EXERCISE:
Show me every line in the listing that has the word "their".

DATA FOR REVIEW:
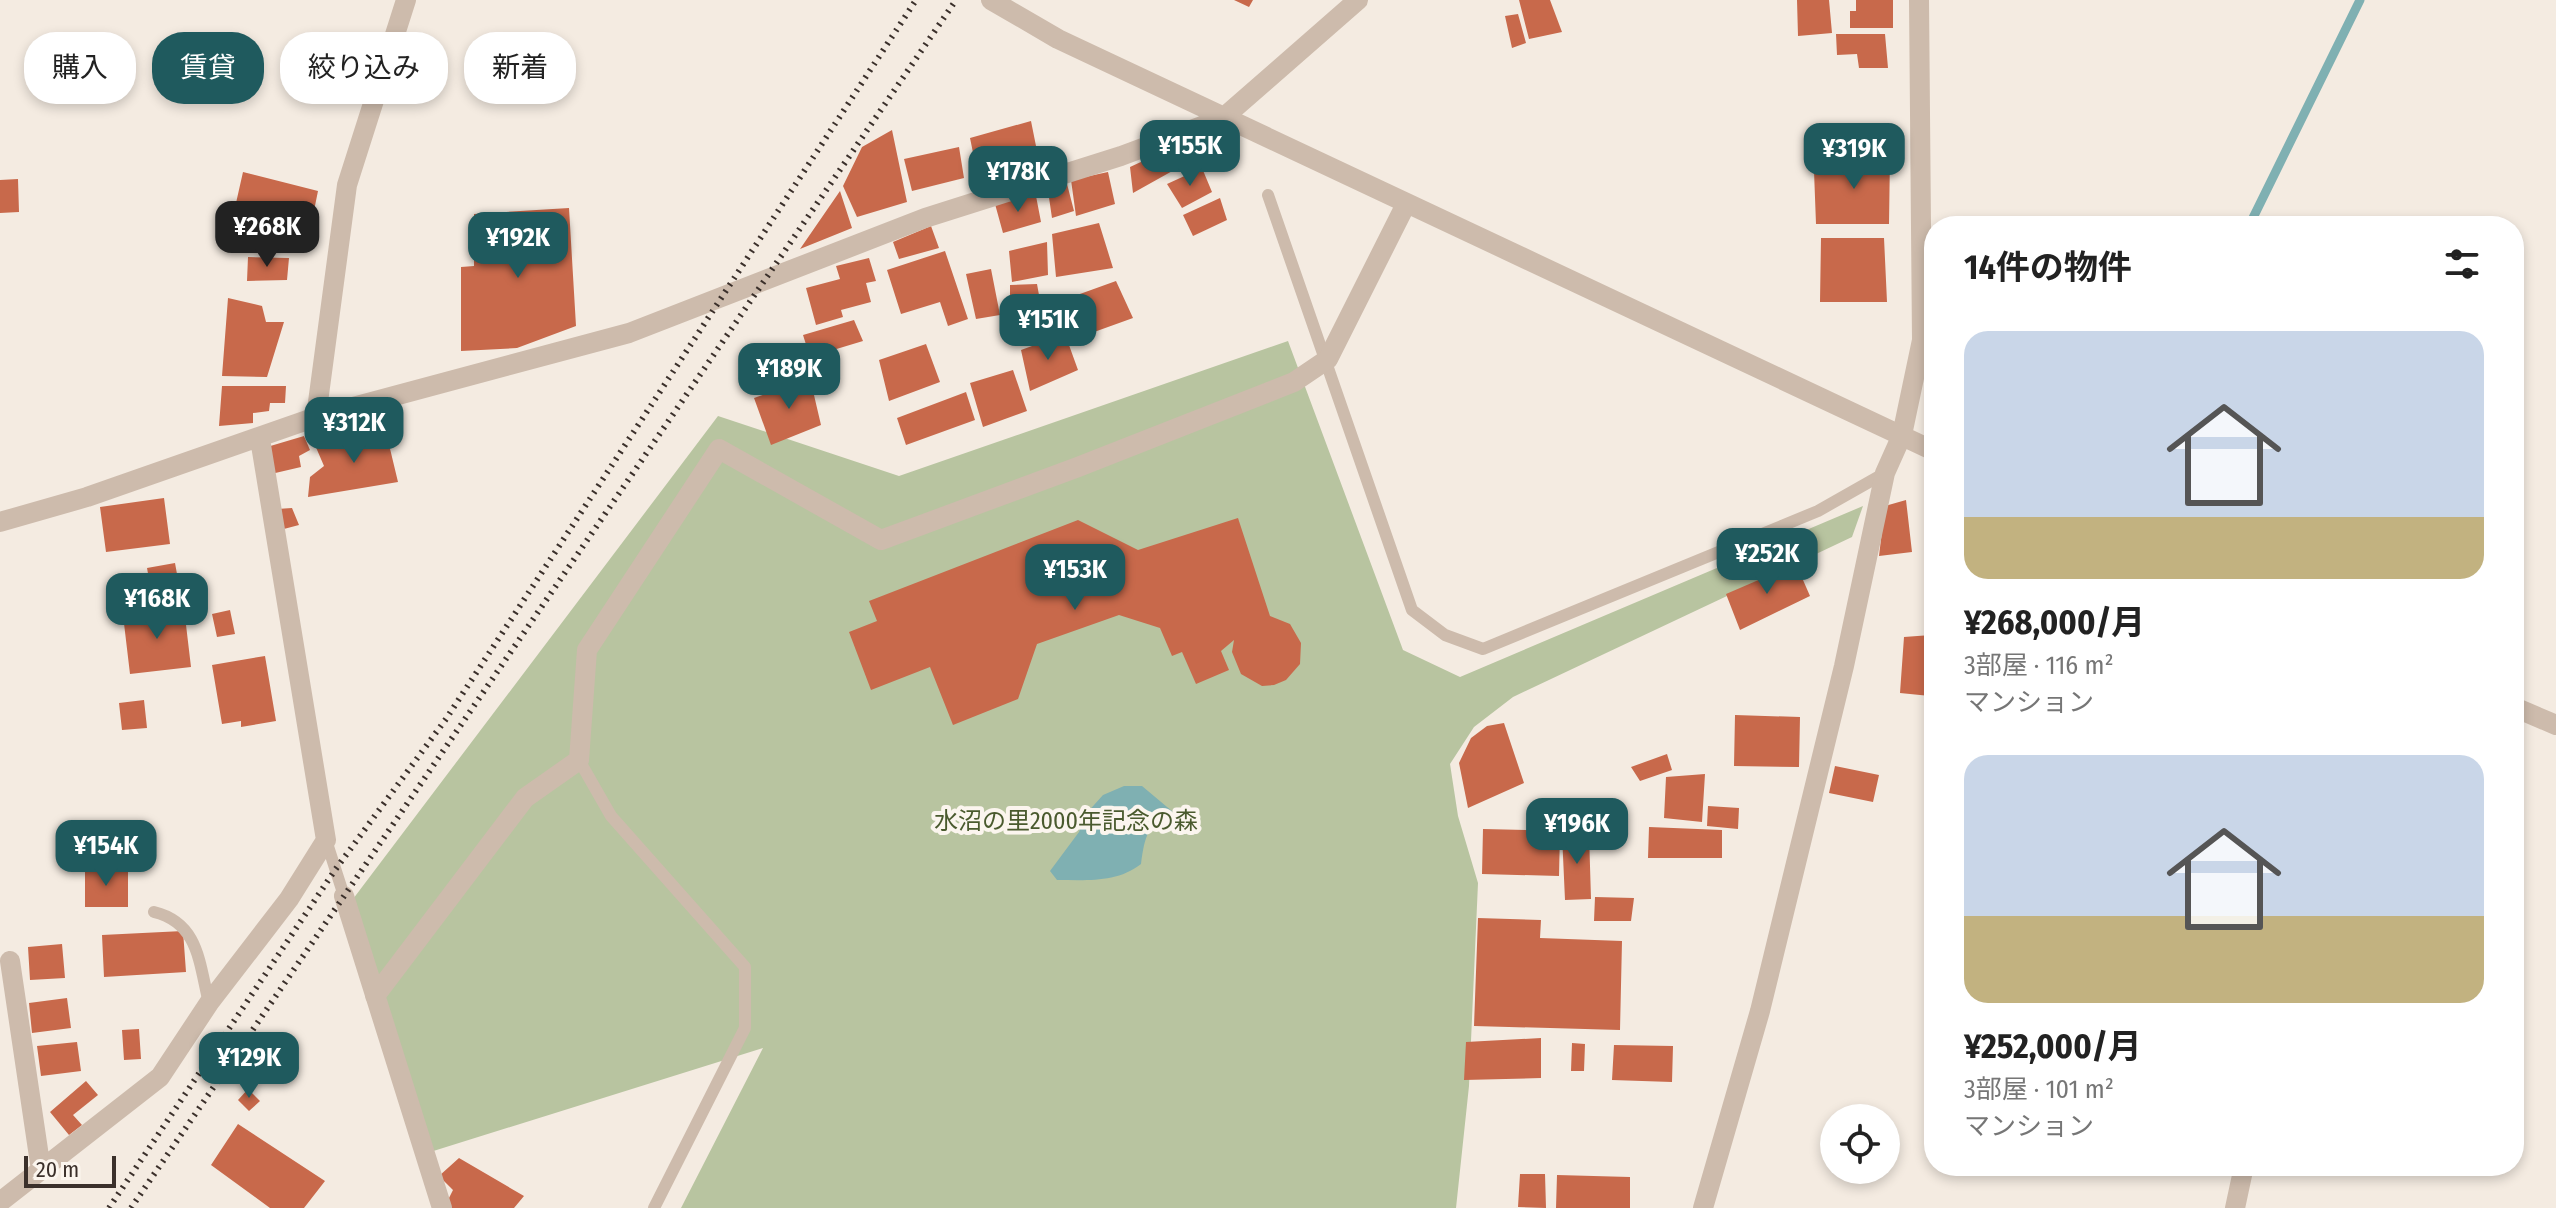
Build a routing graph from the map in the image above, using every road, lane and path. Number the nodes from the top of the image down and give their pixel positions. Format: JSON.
{"nodes":[{"id":1,"x":406,"y":0,"type":"edge"},
{"id":2,"x":991,"y":0,"type":"edge"},
{"id":3,"x":1358,"y":0,"type":"edge"},
{"id":4,"x":1919,"y":0,"type":"edge"},
{"id":5,"x":1223,"y":118,"type":"junction"},
{"id":6,"x":1268,"y":195,"type":"dead end"},
{"id":7,"x":1406,"y":204,"type":"junction"},
{"id":8,"x":1328,"y":359,"type":"junction"},
{"id":9,"x":316,"y":417,"type":"junction"},
{"id":10,"x":1902,"y":435,"type":"junction"},
{"id":11,"x":260,"y":439,"type":"junction"},
{"id":12,"x":1924,"y":446,"type":"edge"},
{"id":13,"x":1885,"y":473,"type":"junction"},
{"id":14,"x":0,"y":522,"type":"edge"},
{"id":15,"x":2524,"y":711,"type":"edge"},
{"id":16,"x":2556,"y":725,"type":"edge"},
{"id":17,"x":579,"y":760,"type":"junction"},
{"id":18,"x":326,"y":840,"type":"junction"},
{"id":19,"x":344,"y":896,"type":"joint"},
{"id":20,"x":154,"y":912,"type":"dead end"},
{"id":21,"x":10,"y":961,"type":"dead end"},
{"id":22,"x":375,"y":996,"type":"junction"},
{"id":23,"x":209,"y":1003,"type":"junction"},
{"id":24,"x":41,"y":1170,"type":"junction"},
{"id":25,"x":2242,"y":1176,"type":"edge"},
{"id":26,"x":0,"y":1202,"type":"edge"},
{"id":27,"x":442,"y":1208,"type":"edge"},
{"id":28,"x":654,"y":1208,"type":"edge"},
{"id":29,"x":1703,"y":1208,"type":"edge"},
{"id":30,"x":2235,"y":1208,"type":"edge"}],
"edges":[{"from":1,"to":9,"type":"street"},
{"from":2,"to":5,"type":"street"},
{"from":3,"to":5,"type":"street"},
{"from":4,"to":10,"type":"street"},
{"from":5,"to":7,"type":"street"},
{"from":5,"to":9,"type":"street"},
{"from":6,"to":8,"type":"lane"},
{"from":7,"to":8,"type":"street"},
{"from":7,"to":10,"type":"street"},
{"from":8,"to":13,"type":"lane"},
{"from":8,"to":17,"type":"street"},
{"from":9,"to":11,"type":"street"},
{"from":10,"to":12,"type":"street"},
{"from":10,"to":13,"type":"street"},
{"from":11,"to":14,"type":"street"},
{"from":11,"to":18,"type":"street"},
{"from":13,"to":29,"type":"street"},
{"from":15,"to":16,"type":"street"},
{"from":17,"to":22,"type":"street"},
{"from":17,"to":28,"type":"lane"},
{"from":18,"to":19,"type":"lane"},
{"from":18,"to":23,"type":"street"},
{"from":19,"to":22,"type":"street"},
{"from":20,"to":23,"type":"lane"},
{"from":21,"to":24,"type":"street"},
{"from":22,"to":27,"type":"street"},
{"from":23,"to":24,"type":"street"},
{"from":24,"to":26,"type":"street"},
{"from":25,"to":30,"type":"street"}]}
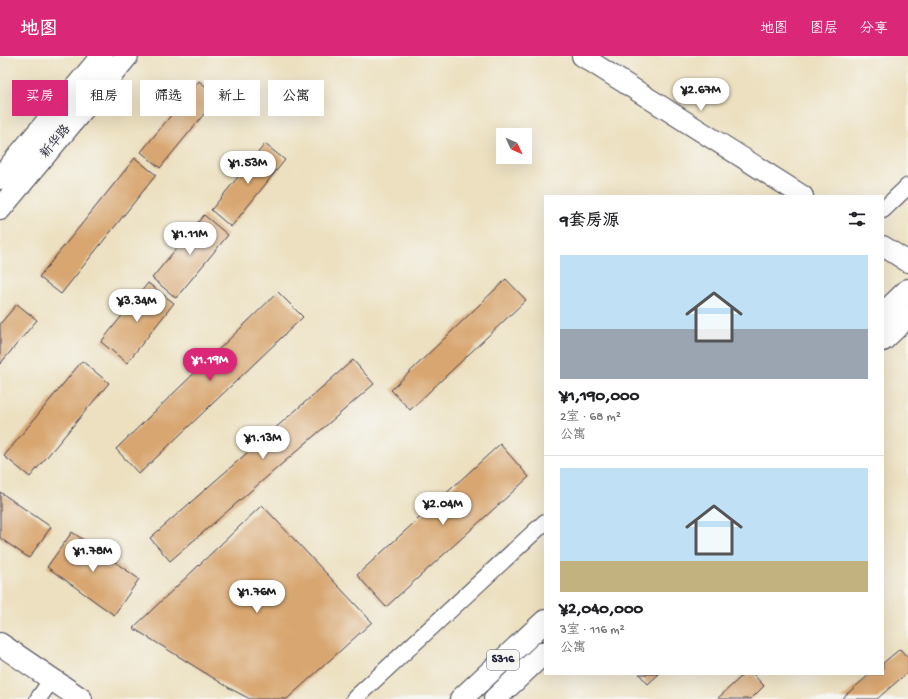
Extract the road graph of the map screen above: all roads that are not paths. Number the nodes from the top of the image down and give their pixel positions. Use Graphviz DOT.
graph roads {
  1 [pos="102,56"];
  2 [pos="127,56"];
  3 [pos="582,56"];
  4 [pos="0,178"];
  5 [pos="908,186"];
  6 [pos="801,195"];
  7 [pos="0,209"];
  8 [pos="884,209"];
  9 [pos="884,247"];
  10 [pos="908,262"];
  11 [pos="908,290"];
  12 [pos="884,313"];
  13 [pos="908,316"];
  14 [pos="884,339"];
  15 [pos="544,523"];
  16 [pos="544,622"];
  17 [pos="0,644"];
  18 [pos="544,653"];
  19 [pos="52,679"];
  20 [pos="38,699"];
  21 [pos="81,699"];
  22 [pos="354,699"];
  23 [pos="461,699"];
  24 [pos="495,699"];
  1 -- 4 [label="main road, 新华路"];
  2 -- 7 [label="main road, 新华路"];
  3 -- 6 [label="street"];
  5 -- 8 [label="street"];
  9 -- 10 [label="street"];
  11 -- 12 [label="main road"];
  13 -- 14 [label="main road"];
  15 -- 22 [label="street"];
  16 -- 23 [label="main road, S316"];
  17 -- 19 [label="main road"];
  18 -- 24 [label="main road, S316"];
  19 -- 20 [label="street"];
  19 -- 21 [label="main road"];
}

TASK RESPONSE:
Build a routing graph from the map in the image above, using every road, lane and path. Number the nodes from the top of the image down and give their pixel positions. Format: JSON.
Extract the road graph of the map screen above: all roads that are not paths. Number the nodes from the top of the image down and give their pixel positions. Use Graphviz DOT.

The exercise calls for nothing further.